Todd Wolfrum
Todd Wolfrum

Political correctness dictates never to label as “crazy” beliefs held by a culture. Instead, utilize euphemisms such as “unique,” “intriguing,” or, at worst, “misunderstood.” The Islamic radicals that just invaded Iraq from Syria hold to the belief that everyone in the world that does not agree with them should be killed.

Hard to misunderstand that. To paraphrase the old country song, if calling them crazy is wrong, then I don’t want to be right.

But then there’s us. After over a decade of failed experiments in nation-building, there are still calls from some of our leaders for immediate re-engagement in Iraq. Bombs, troops, helicopters – kill some sense into ‘em. One measure of insanity is doing the same thing over and over and expecting a different result. By that metric, where does that crowd stand on the crazy scale?

It’s safe to say that we are done nation-building in that part of the world. Fini. What seemed like a noble but ludicrous proposition – transforming Iraq into a democratic beacon for the entire Middle East – turned out to be just that. Admit it, even if you are a Republican, when George W. first unveiled that plan, you secretly rolled your eyes. It was just so George W.

So, if we are not looking to nation-build anymore and we are not looking to topple a government, what is the ultimate goal beyond killing just as many of them as we can? To feel good? Where are we hoping to be when that dust settles? Would killing all of the crazies bouncing around in the back of those Toyota trucks solve anything or accomplish any long-term American objectives? Our own heritage should be exhumed. Despite what else political correctness dictates, it’s fair to say we are a nation founded in Christianity. So we know about Jesus. We know that his teachings made for a better way of life, but it was his crucifixion that made a religion. Killing a person tends to do the opposite to the idea that person represents.

In the Middle East, we are, and always have been, fighting an idea disguised as insane people. It’s a simple idea but sometimes those are the most catchy, like an early Beatles’ tune. It’s not an idea familiar in the Western World, so we will never understand it. Not totally. We can kill the people who hold the idea, but in doing so, we’re sanctifying the idea. I mean, 72 virgins is one thing, but 72 virgins and revenge on whoever killed your family? That’s downright motivational.

What do you do for a part of the world that has no aspiration other than to get its Jihad on? From the American experience, the hope should be that they want to Jihad all over each other, as they did quietly for centuries before we started buying their oil. Now, that is apparently what they desire again if we would just let them. Iran, if you think Israel is a problem, let us introduce you to our little friends.

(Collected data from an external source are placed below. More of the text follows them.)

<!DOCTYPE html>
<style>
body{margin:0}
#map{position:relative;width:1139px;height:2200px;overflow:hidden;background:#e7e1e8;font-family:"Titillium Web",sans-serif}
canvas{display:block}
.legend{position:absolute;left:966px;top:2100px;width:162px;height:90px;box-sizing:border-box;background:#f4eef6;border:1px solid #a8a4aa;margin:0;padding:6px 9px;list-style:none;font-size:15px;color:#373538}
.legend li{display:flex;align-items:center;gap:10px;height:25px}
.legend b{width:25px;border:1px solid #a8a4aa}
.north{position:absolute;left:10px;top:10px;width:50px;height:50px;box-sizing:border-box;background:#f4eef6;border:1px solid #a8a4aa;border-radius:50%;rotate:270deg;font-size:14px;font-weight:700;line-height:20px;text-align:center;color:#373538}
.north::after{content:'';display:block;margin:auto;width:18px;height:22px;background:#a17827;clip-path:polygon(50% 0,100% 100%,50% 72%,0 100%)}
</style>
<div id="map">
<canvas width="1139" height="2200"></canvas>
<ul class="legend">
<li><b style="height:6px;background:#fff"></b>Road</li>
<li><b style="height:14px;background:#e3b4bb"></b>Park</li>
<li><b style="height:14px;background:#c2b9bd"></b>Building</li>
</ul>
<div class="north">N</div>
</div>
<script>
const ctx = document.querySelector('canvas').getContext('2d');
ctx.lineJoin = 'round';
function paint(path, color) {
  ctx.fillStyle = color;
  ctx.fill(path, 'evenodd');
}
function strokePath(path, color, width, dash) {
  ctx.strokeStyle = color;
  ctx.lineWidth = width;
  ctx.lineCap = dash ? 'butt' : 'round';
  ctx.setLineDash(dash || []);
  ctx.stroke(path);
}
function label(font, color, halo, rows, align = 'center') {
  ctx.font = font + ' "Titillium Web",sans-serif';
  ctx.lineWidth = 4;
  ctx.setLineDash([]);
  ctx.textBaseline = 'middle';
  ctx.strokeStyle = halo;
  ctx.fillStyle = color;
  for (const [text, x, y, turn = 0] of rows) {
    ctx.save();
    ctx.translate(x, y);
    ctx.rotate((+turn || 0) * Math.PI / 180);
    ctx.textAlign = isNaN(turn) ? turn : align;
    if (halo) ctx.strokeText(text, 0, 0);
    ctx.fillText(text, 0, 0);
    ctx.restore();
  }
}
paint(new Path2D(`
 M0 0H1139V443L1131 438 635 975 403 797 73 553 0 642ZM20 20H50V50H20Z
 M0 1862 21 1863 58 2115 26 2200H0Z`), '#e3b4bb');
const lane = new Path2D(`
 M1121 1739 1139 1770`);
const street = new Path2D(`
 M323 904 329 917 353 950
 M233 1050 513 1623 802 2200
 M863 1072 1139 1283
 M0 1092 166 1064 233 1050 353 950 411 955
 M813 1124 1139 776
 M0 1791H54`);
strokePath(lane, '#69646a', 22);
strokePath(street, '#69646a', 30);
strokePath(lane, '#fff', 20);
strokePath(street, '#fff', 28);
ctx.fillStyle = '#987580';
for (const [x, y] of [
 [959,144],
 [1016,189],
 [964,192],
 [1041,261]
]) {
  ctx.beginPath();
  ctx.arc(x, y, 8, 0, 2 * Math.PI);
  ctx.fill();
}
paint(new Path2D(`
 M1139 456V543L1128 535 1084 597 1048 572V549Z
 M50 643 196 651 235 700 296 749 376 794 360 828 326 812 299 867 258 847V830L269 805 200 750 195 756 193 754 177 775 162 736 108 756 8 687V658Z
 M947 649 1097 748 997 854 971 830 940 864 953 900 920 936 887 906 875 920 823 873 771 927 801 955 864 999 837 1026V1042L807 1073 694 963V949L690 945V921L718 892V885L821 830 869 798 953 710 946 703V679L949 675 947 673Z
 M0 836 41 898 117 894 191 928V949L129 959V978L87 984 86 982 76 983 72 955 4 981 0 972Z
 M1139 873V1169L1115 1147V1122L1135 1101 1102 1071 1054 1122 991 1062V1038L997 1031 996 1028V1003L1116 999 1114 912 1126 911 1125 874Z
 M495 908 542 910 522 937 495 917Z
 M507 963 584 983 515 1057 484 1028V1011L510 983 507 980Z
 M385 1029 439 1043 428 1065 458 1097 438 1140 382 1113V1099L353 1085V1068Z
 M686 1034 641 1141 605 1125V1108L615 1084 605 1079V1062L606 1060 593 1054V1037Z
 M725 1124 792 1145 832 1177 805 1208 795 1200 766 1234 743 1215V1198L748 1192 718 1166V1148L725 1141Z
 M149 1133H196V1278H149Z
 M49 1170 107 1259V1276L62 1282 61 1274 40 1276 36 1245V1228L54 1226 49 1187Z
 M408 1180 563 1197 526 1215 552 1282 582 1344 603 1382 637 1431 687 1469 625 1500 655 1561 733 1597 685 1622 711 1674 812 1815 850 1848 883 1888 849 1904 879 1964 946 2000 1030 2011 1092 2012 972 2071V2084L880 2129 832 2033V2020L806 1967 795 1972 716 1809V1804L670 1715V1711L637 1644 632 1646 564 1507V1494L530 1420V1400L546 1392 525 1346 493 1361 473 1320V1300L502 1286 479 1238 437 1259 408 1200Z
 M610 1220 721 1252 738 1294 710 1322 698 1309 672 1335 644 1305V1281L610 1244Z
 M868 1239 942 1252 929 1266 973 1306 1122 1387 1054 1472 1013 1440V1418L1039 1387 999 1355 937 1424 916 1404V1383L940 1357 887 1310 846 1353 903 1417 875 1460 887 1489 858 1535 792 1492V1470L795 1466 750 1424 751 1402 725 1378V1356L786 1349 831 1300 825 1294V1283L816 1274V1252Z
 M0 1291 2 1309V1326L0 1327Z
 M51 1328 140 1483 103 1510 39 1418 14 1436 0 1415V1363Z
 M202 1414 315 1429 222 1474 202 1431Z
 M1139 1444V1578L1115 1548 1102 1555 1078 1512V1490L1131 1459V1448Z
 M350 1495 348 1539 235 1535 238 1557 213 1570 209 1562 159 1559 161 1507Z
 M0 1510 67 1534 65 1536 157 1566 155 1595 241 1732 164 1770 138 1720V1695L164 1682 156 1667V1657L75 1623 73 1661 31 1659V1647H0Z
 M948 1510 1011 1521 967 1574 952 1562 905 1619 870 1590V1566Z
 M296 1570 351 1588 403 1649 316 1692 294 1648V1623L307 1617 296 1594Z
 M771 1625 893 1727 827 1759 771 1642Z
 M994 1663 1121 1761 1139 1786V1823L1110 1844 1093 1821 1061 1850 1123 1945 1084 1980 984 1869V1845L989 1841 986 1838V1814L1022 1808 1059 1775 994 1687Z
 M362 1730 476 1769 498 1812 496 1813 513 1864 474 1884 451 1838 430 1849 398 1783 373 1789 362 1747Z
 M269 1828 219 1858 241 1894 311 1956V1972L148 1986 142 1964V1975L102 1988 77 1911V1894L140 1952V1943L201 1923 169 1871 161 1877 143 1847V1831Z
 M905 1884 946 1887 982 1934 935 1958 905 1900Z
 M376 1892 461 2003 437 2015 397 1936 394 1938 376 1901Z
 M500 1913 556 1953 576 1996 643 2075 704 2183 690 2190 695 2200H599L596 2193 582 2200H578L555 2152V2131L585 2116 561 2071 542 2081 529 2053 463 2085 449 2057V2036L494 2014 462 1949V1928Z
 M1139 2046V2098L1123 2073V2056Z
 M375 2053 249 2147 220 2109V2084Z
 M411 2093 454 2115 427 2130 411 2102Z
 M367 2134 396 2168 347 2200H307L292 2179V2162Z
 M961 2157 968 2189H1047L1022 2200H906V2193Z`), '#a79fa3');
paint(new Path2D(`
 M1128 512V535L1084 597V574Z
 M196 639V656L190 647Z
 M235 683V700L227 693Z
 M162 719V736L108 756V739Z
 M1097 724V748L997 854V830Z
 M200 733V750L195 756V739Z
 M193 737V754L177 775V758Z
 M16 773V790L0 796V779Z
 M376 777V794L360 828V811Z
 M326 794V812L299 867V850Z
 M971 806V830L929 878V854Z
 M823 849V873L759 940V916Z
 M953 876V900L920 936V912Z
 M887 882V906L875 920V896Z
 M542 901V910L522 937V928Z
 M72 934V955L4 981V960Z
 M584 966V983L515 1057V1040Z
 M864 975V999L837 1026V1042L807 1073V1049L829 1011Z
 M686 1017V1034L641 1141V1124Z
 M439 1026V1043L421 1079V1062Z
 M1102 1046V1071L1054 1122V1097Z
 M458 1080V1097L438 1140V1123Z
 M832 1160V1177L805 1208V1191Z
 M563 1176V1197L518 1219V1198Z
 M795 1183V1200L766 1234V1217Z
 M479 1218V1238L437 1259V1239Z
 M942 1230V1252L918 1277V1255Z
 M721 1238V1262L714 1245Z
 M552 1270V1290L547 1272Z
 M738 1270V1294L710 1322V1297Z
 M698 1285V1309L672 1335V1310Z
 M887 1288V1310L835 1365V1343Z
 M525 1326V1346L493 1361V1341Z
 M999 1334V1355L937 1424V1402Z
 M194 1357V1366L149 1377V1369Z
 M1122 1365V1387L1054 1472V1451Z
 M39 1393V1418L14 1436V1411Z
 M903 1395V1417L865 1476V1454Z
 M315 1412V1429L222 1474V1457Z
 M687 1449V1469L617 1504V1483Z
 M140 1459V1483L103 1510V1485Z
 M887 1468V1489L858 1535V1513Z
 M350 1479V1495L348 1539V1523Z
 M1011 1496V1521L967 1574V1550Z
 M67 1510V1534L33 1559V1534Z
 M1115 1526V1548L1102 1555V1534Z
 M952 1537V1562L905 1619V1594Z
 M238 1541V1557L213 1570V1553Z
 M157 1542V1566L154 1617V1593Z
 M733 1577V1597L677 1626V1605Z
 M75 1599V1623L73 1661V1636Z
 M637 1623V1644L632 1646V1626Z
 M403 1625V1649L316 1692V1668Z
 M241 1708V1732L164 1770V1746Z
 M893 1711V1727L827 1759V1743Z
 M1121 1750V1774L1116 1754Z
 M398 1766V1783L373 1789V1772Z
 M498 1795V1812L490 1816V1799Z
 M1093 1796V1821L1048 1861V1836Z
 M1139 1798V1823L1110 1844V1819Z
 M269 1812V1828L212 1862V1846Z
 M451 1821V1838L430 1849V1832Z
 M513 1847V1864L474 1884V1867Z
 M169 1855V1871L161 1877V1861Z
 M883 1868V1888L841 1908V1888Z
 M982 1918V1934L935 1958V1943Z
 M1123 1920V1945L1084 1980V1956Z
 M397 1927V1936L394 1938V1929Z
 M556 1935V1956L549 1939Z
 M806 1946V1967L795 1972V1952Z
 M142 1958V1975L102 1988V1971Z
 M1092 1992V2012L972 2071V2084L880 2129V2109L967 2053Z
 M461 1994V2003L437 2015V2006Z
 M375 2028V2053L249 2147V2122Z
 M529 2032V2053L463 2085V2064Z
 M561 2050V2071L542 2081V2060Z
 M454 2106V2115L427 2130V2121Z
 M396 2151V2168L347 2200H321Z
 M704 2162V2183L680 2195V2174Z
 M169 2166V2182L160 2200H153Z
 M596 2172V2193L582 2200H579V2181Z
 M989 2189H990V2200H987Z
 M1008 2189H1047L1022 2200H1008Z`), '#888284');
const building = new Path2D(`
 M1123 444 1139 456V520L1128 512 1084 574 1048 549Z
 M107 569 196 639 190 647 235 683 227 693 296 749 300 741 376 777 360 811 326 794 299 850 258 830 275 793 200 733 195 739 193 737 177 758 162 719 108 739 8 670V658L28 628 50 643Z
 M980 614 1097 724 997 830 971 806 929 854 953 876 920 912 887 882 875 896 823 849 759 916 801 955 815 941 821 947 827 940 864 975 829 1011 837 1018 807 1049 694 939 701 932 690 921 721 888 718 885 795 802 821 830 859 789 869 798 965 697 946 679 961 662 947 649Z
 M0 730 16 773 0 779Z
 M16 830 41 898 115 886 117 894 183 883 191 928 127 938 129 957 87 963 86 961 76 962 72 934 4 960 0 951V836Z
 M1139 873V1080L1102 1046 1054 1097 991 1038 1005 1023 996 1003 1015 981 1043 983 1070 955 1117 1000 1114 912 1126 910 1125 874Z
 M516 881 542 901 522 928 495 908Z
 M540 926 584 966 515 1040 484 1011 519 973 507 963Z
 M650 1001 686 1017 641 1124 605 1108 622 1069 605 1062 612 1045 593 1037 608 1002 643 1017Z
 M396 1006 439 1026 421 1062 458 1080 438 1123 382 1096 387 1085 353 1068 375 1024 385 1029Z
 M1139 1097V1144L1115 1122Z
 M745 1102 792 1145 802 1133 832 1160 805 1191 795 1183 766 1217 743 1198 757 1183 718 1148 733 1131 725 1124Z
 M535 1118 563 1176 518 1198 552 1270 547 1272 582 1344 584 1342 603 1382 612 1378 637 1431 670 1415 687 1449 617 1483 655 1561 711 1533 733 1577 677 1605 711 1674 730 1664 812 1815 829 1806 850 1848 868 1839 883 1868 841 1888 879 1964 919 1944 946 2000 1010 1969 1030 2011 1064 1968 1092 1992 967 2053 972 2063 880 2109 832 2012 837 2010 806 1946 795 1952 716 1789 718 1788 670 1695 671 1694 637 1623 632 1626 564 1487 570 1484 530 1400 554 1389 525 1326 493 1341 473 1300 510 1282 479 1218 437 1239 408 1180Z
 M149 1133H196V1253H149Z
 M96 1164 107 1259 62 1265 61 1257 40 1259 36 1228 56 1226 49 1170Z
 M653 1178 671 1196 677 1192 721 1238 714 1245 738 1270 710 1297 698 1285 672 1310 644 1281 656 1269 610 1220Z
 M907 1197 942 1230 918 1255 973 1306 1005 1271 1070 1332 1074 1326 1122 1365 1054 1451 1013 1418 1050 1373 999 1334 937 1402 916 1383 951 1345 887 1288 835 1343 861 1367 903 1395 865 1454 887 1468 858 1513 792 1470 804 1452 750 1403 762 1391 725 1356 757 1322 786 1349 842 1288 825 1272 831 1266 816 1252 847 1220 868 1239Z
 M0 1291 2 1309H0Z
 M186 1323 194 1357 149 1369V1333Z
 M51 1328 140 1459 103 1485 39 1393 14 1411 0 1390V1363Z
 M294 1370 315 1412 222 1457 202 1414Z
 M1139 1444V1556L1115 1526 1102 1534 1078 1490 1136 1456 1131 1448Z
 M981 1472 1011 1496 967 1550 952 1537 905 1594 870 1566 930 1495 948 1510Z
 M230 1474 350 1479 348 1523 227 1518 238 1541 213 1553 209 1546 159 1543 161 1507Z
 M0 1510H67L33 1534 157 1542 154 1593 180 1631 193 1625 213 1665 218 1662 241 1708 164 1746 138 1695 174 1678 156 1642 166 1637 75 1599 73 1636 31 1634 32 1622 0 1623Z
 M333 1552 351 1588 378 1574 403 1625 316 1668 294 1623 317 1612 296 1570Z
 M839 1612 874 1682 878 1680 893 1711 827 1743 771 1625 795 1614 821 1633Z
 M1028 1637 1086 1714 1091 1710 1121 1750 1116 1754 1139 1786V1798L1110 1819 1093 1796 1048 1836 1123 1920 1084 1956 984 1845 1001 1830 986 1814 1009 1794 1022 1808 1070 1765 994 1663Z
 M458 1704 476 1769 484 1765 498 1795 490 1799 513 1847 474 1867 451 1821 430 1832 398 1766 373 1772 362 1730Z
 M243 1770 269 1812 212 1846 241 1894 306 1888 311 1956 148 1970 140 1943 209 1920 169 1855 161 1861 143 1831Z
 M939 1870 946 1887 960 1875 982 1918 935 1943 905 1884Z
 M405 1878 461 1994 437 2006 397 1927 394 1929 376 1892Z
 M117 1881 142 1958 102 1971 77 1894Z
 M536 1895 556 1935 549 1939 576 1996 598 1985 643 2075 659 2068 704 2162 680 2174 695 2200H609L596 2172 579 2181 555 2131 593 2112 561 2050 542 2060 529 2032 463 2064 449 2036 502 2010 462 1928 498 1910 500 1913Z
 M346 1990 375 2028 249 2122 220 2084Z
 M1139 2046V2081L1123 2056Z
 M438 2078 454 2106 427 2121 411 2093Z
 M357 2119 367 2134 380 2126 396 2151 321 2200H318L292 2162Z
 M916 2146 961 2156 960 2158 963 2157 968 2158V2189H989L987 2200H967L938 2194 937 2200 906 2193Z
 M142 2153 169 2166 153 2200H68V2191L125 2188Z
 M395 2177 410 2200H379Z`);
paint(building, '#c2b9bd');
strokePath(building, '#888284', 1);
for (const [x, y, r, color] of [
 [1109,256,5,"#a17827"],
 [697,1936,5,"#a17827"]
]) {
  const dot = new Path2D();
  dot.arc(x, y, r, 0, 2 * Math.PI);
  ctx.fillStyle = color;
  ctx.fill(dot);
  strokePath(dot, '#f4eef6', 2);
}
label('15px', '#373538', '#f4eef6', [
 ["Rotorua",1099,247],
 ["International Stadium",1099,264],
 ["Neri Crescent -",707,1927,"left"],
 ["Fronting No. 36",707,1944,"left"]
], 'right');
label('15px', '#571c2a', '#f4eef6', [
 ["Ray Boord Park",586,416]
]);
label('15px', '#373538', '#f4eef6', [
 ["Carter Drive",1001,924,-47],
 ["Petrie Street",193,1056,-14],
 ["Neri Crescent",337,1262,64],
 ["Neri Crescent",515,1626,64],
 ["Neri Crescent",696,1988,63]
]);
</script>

We are at a point in history where we can be a peaceful country again. We are possibly one election away from proceeding with energy independence and our first freedom from the Middle East in almost three generations – long enough ago that no one remembers a nation that wasn’t perpetually at war or on the verge of war. No one else in the world is foolish enough to want to tangle with our military. Although we can’t impose freedom on the world, it is finally available to us again.

There are the innocents in Iraq that will be brutalized by these invaders. But this is their war. We have tried to fight it for them and that doesn’t work. We’ve learned that nations aren’t formed through our sacrifice. If they are never willing to fight, there’s nothing we can do for them in the end anyway.

There is the danger of the formation of a terrorist state. Maybe, but let them get bogged down with trying to govern. Heighten our intelligence, build an invisible fence around it all and watch it like a hawk, as I’m sure we do North Korea – a rogue state with nukes. Eventually, as this terrorist state fights its neighbors over the years, it will forget all about us. It’s a human tragedy but it’s not ours. We have officially tried more than we ever should have to fix the unfixable, costing us thousands of our own sons and daughters and billions of dollars. We are only as crazy as our inability to learn. The last twenty-five years have been, to say the least, instructive.